La notion de chef d’entreprise a fait aussi l’objet d’un chapitre dans les chroniques (chapitre VI Les chefs d’entreprise : une autorité en quête de légitimation). En 1880, le chef d’entreprise se traduit par chief executif officer en anglais soit commis chargé des affaires en français. Il avait un mandat car sa mission consistait à gérer les opérations. Aujourd’hui, le statut de chef d’entreprise aujourd’hui est devenu presque énigmatique.  Il oscille entre la figure d’un père de famille et la figure d’un protecteur des secrets d’affaire. Il s’agit du même homme l’un est dans le droit et le second ne l’est pas.

 La catégorie des «Perspectives historiques et contribution des sciences de gestion » ont fait l’objet, dans une moindre mesure, de chroniques mais donnant aussi un éclairage inattendu  aux sciences de gestion. Pour revenir au titre du livre, il est inspiré par une déclaration de l’académie française qui, en 2011 met en garde contre l’extension abusive du mot gérer.   Selon l’académie, on ne devrait pas dire « gérer son divorce » ou encore « gérer ses doutes » mais plutôt affronter un divorce ou faire face à ses doutes. L’académie française veut dire qu’un divorce ne peut être vécu que dans l’affrontement. Pourtant gérer son divorce est beaucoup plus ouvert. Le stéréotype n’est pas toujours le plus intéressant. Le mot gérer a une histoire. La modernité d’une certaine façon nous a donné une utilisation abusive du mot gérer. Gérer a repris un sens plus large, plus ouvert.

Les français contemporains utilisent le mot gérer  comme l’empereur Auguste. Le testament de l’empereur Auguste « Res Gestæ Divi Augusti » affiché dans tout l’empire nous dit quelque chose dont nous avons perdu trace en français. Moïra Crete latiniste a fait des recherches et nous indique que la ressemblance entre agere, facere et genere  a fait croire que ces mots étaient synonymes alors que facere n’implique pas agere et que genere n’implique pas facere et agere. Le général « rem genere » n’agit pas ni ne prend part à cette affaire mais « guerit » il la soutient.  Soutenir renvoie à un mélange de care, d’attention et de sollicitude. Cette construction exprime à la fois une action rationnelle et une action responsable. C’est très important parce ce qui fonde la modernité c’est la distinction la rationalité et la responsabilité dans un monde en transformation ultra rapide. Les régimes de la rationalité et de la responsabilité sont sans cesse à réconcilier, à reconstruire or le fondement même de la modernité c’est la sémantique.

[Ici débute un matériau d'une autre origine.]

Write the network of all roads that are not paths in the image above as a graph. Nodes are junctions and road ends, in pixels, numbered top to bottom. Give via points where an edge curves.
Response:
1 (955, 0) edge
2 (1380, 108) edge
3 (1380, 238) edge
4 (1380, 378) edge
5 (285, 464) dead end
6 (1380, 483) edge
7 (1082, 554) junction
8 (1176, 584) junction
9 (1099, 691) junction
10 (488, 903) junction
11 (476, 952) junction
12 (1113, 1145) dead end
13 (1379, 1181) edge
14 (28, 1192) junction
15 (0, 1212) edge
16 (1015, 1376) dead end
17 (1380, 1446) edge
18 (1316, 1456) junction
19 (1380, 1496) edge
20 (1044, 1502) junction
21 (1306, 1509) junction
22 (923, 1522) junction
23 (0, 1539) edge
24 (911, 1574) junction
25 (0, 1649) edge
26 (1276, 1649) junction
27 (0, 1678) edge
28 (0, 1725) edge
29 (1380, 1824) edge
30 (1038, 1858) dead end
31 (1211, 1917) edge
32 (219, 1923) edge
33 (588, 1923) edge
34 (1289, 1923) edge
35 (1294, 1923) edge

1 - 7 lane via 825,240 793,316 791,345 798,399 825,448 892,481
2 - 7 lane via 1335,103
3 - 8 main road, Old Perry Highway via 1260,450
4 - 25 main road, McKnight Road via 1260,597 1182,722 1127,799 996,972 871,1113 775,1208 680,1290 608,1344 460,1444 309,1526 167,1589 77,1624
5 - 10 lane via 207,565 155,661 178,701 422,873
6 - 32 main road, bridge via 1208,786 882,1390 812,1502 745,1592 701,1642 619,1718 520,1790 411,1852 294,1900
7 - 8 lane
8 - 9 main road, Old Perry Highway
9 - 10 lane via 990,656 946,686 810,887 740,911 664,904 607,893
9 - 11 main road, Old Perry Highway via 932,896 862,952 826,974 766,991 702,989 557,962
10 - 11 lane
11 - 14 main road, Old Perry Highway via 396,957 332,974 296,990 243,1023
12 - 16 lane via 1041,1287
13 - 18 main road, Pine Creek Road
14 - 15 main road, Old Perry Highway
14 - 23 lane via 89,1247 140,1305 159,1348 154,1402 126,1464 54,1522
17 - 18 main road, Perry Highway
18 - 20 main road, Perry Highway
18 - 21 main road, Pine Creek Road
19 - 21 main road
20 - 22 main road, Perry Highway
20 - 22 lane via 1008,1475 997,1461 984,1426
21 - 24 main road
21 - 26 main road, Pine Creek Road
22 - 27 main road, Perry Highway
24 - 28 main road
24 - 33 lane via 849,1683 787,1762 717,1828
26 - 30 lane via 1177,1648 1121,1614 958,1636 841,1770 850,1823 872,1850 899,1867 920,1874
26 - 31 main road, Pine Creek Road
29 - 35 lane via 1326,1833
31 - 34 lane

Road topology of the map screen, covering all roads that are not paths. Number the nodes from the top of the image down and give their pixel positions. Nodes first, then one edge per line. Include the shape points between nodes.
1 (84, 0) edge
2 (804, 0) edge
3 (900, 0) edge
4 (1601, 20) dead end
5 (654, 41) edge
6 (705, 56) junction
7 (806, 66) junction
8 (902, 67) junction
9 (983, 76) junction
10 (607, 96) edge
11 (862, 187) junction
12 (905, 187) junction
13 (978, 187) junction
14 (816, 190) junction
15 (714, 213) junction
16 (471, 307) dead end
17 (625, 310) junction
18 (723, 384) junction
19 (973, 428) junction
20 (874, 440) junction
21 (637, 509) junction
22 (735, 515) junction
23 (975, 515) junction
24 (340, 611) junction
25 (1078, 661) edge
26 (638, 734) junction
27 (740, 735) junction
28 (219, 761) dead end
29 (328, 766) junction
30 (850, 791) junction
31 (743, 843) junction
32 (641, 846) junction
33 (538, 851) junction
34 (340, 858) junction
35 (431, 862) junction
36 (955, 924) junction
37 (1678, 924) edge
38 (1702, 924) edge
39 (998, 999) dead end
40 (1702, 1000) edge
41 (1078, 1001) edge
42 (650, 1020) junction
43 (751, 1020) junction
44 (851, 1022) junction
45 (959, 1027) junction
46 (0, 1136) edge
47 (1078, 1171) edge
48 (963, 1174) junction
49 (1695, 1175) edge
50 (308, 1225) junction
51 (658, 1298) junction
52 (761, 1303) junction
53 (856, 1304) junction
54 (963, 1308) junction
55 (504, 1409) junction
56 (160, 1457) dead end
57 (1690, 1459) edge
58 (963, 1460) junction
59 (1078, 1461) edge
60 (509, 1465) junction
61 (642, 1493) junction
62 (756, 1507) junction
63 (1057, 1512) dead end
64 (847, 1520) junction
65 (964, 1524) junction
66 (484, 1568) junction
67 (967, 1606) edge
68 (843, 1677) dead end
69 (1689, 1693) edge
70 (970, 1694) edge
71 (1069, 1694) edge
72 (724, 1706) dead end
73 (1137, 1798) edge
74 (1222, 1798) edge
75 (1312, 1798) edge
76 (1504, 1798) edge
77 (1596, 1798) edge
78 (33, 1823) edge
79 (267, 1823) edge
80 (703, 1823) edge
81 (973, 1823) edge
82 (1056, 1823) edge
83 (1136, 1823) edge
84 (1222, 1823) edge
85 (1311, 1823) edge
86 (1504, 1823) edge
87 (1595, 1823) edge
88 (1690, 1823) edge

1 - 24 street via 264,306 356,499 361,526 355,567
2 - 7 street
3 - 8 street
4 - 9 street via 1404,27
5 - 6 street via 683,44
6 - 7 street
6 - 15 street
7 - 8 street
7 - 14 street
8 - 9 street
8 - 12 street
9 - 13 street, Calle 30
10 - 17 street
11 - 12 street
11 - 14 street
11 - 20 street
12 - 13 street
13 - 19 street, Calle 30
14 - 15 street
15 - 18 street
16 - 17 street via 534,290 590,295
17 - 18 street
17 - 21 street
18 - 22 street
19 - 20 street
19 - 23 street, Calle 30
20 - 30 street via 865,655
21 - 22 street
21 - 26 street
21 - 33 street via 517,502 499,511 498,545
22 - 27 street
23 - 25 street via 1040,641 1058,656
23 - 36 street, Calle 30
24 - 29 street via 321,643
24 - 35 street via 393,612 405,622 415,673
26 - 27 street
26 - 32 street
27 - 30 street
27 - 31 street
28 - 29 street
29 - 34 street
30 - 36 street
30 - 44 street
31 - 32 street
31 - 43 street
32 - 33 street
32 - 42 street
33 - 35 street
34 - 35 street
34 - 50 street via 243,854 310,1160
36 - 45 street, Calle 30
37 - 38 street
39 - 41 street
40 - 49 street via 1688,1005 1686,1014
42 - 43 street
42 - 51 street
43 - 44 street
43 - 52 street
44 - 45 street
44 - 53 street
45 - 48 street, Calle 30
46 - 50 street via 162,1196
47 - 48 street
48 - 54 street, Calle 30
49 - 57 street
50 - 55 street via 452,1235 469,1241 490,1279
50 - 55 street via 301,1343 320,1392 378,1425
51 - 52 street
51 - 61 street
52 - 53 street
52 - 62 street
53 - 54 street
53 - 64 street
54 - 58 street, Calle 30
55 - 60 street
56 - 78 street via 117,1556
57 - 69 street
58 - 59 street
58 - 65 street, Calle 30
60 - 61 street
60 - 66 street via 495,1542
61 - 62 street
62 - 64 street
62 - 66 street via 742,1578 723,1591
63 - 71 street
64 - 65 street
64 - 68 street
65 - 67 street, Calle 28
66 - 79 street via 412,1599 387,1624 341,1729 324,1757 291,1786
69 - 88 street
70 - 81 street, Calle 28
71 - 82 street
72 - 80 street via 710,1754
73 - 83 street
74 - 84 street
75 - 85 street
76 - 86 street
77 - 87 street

"Pour penser les sciences de gestion, il faut revenir au point de départ avant Auguste Comte. On oublie souvent qu’il y a deux types de lumières celle de l’intelligence créative et celle des lumières libérales de Montesquieu. Ces deux  types de lumières se divisent le travail et les seules entités capables de coupler les deux types de lumière sont les entreprises" conclut Armand Hatchuel.